Le 250e anniversaire de l'indépendance américaine, prévu pour le 4 juillet, aurait dû être un symbole d'unité nationale. Cependant, Donald Trump souhaite en faire une vitrine de sa présidence controversée, tout en se heurtant à des opinions divergentes.
Le 4 juillet 1776, la Déclaration d'indépendance des États-Unis fut adoptée, unissant les treize colonies. Deux siècles et demi plus tard, Trump s'efforce de marquer cet anniversaire emblématique avec une série d'initiatives qui soulèvent bien des débats.
Pour promouvoir une vision conservatrice de l'histoire américaine, Trump a lancé six musées mobiles, les "Freedom Trucks", parcourant le pays. Ce projet a pour objectif de contrer une perception plus libérale de l'histoire américaine.

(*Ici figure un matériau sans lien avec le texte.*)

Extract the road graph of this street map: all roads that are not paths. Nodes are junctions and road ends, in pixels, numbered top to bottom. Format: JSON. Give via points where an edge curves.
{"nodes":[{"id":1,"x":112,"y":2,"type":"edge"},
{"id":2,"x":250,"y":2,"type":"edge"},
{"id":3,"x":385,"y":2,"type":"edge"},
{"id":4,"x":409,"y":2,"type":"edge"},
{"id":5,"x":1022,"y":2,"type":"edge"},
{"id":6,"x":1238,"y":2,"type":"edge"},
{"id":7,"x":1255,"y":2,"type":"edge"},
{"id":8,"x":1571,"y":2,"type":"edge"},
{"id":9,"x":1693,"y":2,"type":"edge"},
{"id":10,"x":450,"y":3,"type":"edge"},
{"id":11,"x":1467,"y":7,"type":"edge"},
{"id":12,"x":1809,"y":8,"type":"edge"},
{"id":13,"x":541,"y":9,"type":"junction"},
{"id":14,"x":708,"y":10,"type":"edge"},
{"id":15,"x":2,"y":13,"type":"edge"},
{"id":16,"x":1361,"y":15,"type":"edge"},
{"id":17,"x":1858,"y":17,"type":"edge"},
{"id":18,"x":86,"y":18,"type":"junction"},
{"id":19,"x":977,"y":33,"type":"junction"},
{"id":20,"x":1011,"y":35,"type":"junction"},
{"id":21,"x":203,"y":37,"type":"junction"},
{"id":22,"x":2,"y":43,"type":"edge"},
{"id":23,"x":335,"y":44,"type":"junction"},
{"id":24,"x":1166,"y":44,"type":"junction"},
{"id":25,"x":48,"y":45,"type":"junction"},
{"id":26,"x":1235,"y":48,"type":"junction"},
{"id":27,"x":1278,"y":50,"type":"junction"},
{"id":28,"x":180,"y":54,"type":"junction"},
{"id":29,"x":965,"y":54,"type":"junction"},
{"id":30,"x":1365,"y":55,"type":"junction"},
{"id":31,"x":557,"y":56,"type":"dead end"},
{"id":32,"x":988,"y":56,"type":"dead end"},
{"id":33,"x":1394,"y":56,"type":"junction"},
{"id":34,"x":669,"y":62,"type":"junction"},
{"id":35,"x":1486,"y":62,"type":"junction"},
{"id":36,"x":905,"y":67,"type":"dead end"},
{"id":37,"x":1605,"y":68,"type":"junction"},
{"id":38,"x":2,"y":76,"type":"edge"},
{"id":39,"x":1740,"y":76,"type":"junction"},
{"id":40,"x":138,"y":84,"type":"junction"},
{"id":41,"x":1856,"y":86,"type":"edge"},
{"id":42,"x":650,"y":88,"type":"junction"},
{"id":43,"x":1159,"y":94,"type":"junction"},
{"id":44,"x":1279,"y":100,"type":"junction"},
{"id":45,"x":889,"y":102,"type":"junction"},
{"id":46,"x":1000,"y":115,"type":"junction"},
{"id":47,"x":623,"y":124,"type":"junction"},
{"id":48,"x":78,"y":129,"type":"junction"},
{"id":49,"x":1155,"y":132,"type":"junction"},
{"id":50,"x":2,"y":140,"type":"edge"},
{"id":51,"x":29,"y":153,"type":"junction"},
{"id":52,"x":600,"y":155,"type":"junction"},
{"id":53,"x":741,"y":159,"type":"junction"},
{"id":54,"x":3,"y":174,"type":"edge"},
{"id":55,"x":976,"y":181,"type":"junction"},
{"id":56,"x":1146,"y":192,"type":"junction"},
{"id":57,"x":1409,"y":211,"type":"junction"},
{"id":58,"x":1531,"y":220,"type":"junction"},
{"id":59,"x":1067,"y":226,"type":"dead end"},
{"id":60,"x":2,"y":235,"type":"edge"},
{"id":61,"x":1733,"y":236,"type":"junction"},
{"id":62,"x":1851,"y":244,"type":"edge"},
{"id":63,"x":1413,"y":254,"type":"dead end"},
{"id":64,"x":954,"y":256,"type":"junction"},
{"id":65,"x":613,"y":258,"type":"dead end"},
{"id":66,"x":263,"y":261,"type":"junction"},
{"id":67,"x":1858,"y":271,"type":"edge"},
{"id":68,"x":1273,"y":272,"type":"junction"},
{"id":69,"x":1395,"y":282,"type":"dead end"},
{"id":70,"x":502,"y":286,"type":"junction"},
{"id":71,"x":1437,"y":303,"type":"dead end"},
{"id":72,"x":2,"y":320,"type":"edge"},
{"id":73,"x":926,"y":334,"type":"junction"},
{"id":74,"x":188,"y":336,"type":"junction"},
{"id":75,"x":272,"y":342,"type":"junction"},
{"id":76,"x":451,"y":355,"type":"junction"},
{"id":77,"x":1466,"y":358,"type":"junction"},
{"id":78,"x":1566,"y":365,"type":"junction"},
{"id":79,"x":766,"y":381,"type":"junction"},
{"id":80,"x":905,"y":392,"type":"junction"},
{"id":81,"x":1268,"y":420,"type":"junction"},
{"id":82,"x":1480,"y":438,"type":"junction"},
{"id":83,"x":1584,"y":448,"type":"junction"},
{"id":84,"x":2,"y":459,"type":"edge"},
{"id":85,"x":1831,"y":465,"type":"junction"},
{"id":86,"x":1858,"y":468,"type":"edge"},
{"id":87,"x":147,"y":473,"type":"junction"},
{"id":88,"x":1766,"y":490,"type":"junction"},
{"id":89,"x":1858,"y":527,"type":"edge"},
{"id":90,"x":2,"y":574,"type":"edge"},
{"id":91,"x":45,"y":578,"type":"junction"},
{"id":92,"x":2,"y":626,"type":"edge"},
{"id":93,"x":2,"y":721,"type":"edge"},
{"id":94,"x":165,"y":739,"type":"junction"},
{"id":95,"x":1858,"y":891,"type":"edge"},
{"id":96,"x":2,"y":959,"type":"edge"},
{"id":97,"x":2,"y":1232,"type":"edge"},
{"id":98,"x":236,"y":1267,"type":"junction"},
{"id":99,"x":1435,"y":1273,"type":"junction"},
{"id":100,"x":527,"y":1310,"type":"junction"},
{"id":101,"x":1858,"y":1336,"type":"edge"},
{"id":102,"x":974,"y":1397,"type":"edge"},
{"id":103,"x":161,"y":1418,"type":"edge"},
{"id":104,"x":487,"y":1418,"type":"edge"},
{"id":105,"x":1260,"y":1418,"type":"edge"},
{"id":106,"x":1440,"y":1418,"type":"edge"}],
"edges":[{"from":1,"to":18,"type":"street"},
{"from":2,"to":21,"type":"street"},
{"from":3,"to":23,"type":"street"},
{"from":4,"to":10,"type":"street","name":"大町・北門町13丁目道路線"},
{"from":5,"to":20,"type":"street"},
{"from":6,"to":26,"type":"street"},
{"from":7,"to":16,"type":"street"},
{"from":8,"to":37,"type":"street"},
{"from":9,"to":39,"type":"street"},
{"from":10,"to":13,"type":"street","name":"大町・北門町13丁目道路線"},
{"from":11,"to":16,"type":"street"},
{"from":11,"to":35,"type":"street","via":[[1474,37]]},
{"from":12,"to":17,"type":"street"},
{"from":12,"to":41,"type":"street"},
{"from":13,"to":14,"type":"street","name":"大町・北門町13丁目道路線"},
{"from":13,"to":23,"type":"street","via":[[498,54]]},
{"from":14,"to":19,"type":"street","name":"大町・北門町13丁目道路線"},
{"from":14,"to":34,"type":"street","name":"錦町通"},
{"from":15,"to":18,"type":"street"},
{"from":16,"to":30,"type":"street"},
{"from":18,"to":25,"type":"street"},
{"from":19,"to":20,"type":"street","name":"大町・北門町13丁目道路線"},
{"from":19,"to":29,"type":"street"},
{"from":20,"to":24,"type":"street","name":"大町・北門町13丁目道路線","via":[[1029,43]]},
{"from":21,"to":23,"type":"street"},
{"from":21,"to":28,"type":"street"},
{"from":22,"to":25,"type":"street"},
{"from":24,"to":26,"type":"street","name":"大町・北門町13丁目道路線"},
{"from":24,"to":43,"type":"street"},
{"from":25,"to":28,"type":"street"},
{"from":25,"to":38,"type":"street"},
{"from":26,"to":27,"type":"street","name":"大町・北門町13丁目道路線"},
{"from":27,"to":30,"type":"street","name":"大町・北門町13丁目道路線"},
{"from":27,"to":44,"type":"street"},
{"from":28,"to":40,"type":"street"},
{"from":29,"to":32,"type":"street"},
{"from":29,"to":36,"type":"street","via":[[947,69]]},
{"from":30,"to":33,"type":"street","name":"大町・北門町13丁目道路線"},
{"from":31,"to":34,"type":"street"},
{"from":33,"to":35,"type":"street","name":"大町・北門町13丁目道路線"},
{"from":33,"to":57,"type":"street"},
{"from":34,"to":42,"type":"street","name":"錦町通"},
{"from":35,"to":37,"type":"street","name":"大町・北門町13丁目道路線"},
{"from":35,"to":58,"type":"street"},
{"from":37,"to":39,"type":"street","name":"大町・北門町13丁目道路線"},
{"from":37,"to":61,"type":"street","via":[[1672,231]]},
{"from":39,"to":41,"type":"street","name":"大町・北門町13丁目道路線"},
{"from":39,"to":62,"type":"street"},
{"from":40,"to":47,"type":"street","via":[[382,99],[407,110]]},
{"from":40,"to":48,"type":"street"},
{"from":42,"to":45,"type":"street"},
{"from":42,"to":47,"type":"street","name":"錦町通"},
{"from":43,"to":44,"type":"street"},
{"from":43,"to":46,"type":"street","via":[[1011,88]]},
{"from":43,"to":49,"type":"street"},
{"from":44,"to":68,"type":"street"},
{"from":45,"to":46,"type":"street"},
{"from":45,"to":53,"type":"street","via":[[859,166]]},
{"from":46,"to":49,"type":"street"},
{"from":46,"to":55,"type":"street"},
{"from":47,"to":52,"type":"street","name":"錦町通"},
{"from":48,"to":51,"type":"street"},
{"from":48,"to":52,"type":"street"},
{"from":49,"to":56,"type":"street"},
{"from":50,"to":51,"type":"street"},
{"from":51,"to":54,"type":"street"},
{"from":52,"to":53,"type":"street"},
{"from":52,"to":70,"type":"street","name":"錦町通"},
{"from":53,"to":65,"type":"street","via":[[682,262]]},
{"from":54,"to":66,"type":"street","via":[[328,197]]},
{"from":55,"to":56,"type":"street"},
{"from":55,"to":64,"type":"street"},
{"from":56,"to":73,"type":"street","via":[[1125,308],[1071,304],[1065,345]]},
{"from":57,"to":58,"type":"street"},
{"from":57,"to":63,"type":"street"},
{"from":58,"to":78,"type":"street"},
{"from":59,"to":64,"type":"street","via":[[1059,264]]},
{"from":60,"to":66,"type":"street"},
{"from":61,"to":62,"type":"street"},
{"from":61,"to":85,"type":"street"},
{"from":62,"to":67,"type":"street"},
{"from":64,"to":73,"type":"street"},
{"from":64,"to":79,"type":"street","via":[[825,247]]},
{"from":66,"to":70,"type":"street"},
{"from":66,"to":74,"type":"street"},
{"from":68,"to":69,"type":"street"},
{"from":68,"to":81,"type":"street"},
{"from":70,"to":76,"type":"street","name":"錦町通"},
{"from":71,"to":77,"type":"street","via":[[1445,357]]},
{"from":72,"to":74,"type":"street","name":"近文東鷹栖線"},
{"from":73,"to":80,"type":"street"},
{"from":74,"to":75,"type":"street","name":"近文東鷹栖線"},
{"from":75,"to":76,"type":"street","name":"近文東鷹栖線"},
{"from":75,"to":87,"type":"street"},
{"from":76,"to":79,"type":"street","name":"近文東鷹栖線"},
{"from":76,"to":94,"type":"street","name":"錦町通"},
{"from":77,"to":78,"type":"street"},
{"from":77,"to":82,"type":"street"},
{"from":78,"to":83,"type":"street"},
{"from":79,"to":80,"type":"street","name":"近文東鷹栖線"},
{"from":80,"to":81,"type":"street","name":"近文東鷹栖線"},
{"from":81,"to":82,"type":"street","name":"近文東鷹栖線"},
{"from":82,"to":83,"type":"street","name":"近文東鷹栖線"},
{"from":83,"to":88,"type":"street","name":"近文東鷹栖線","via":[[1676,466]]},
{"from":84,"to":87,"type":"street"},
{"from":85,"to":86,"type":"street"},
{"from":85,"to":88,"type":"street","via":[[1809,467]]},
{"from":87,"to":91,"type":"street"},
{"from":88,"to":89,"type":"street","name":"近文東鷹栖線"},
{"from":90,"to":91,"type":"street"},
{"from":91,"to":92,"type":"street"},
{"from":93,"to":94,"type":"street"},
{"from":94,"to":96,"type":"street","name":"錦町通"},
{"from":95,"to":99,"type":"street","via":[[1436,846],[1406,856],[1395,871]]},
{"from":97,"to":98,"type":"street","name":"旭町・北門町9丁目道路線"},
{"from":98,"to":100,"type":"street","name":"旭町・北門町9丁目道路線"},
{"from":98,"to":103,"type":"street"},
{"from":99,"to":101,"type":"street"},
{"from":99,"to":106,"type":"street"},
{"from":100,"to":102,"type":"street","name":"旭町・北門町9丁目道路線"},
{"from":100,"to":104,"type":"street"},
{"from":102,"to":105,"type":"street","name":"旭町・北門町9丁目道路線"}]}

Des projets ambitieux pour l'occasion
La semaine dernière, lors d'une foire patriotique à Washington, il a donné le coup d'envoi des festivités. Le président a exposé plusieurs chantiers qu'il a initiés, notamment une grande salle de bal à la Maison-Blanche pouvant accueillir 1 000 invités, ainsi que le renommage d'une célèbre salle en "Trump-Kennedy Center".
Des controverses à l'horizon
Malheureusement, la rénovation du bassin du Lincoln Memorial a rencontré des problèmes, l'eau prenant une teinte peu flatteuse. Par ailleurs, Trump a annoncé la frappe d'une pièce en or à son effigie et la construction d'un imposant arc de triomphe à Washington.
"L'Amérique est de retour !", a déclaré le président, convaincu que son administration connaît un succès retentissant. Cependant, son approche personnalisée des célébrations d'indépendance a suscité des critiques pour son éloignement des valeurs traditionnelles de consensus.
Une popularité en déclin
Les sondages ne sont pas en faveur de Trump : une enquête de l'AP-NORC a révélé que 65 % des Américains désapprouvent sa gestion de la guerre en Iran, et un autre sondage Reuters montre que 70 % ne sont pas satisfaits de sa gestion du coût de la vie. Environ 35 % de la population soutient pleinement son second mandat.
Cependant, ses admirateurs, comme Barbara Van Riper, restent fermement à ses côtés. "Donald Trump se bat pour le rêve américain", a-t-elle affirmé, espérant une adresse galvanisante lors des festivités du 4 juillet.
Enjeux électoraux en perspective
Dans l'ombre des célébrations, se profile déjà un test électoral crucial pour Trump avec les élections de mi-mandat prévues en novembre 2026. La préservation de sa majorité au Congrès sera essentielle pour éviter de paralyser son mandat.